[Opening DATA TO USE section]

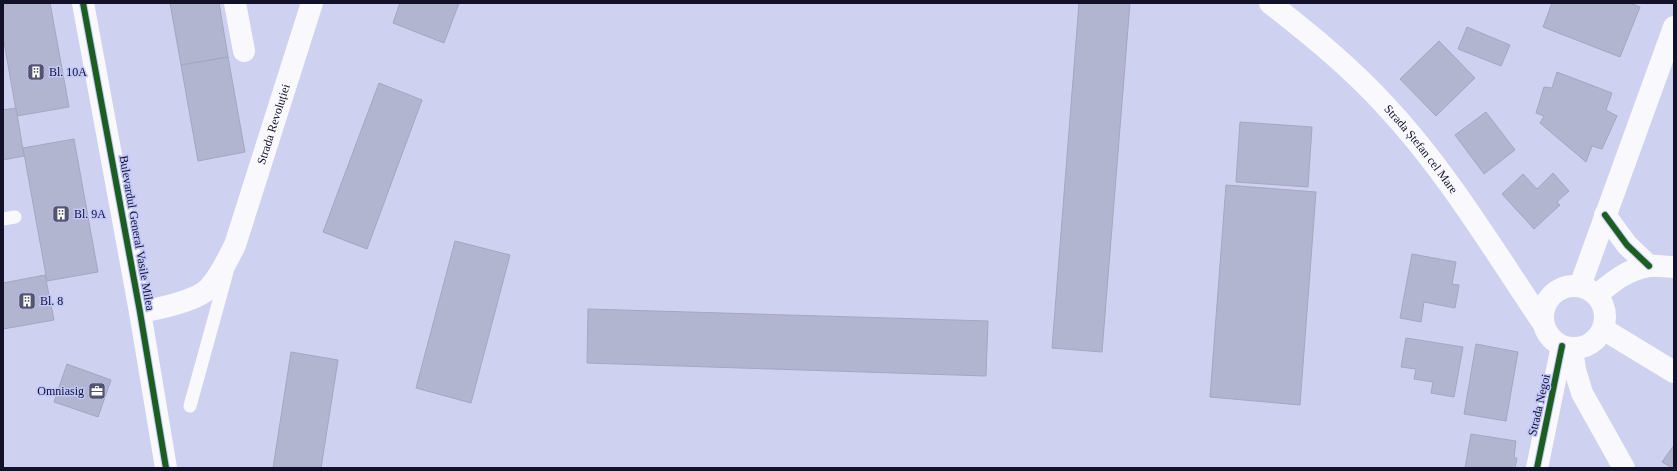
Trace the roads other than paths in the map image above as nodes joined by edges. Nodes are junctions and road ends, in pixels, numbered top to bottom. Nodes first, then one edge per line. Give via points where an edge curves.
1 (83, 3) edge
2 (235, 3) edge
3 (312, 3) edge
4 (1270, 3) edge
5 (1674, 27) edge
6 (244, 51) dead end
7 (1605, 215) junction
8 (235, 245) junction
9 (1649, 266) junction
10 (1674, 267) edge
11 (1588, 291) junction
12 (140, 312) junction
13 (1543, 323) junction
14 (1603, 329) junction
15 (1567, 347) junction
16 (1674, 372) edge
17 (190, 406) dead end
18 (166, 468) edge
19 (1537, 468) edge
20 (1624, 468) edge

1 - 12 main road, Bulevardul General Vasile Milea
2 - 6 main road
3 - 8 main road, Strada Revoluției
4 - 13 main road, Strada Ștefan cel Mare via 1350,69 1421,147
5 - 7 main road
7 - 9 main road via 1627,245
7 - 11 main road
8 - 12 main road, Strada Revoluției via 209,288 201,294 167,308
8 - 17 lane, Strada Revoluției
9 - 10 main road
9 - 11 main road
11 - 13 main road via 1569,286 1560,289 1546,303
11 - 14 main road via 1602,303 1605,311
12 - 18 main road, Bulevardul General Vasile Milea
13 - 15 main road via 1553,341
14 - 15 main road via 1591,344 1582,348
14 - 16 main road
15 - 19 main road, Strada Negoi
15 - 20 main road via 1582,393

[Closing DATA TO USE section]

Print the listing verbatim, images excluded.

Trace the roads other than paths in the map image above as nodes joined by edges. Nodes are junctions and road ends, in pixels, numbered top to bottom. Nodes first, then one edge per line. Give via points where an edge curves.
1 (83, 3) edge
2 (235, 3) edge
3 (312, 3) edge
4 (1270, 3) edge
5 (1674, 27) edge
6 (244, 51) dead end
7 (1605, 215) junction
8 (235, 245) junction
9 (1649, 266) junction
10 (1674, 267) edge
11 (1588, 291) junction
12 (140, 312) junction
13 (1543, 323) junction
14 (1603, 329) junction
15 (1567, 347) junction
16 (1674, 372) edge
17 (190, 406) dead end
18 (166, 468) edge
19 (1537, 468) edge
20 (1624, 468) edge

1 - 12 main road, Bulevardul General Vasile Milea
2 - 6 main road
3 - 8 main road, Strada Revoluției
4 - 13 main road, Strada Ștefan cel Mare via 1350,69 1421,147
5 - 7 main road
7 - 9 main road via 1627,245
7 - 11 main road
8 - 12 main road, Strada Revoluției via 209,288 201,294 167,308
8 - 17 lane, Strada Revoluției
9 - 10 main road
9 - 11 main road
11 - 13 main road via 1569,286 1560,289 1546,303
11 - 14 main road via 1602,303 1605,311
12 - 18 main road, Bulevardul General Vasile Milea
13 - 15 main road via 1553,341
14 - 15 main road via 1591,344 1582,348
14 - 16 main road
15 - 19 main road, Strada Negoi
15 - 20 main road via 1582,393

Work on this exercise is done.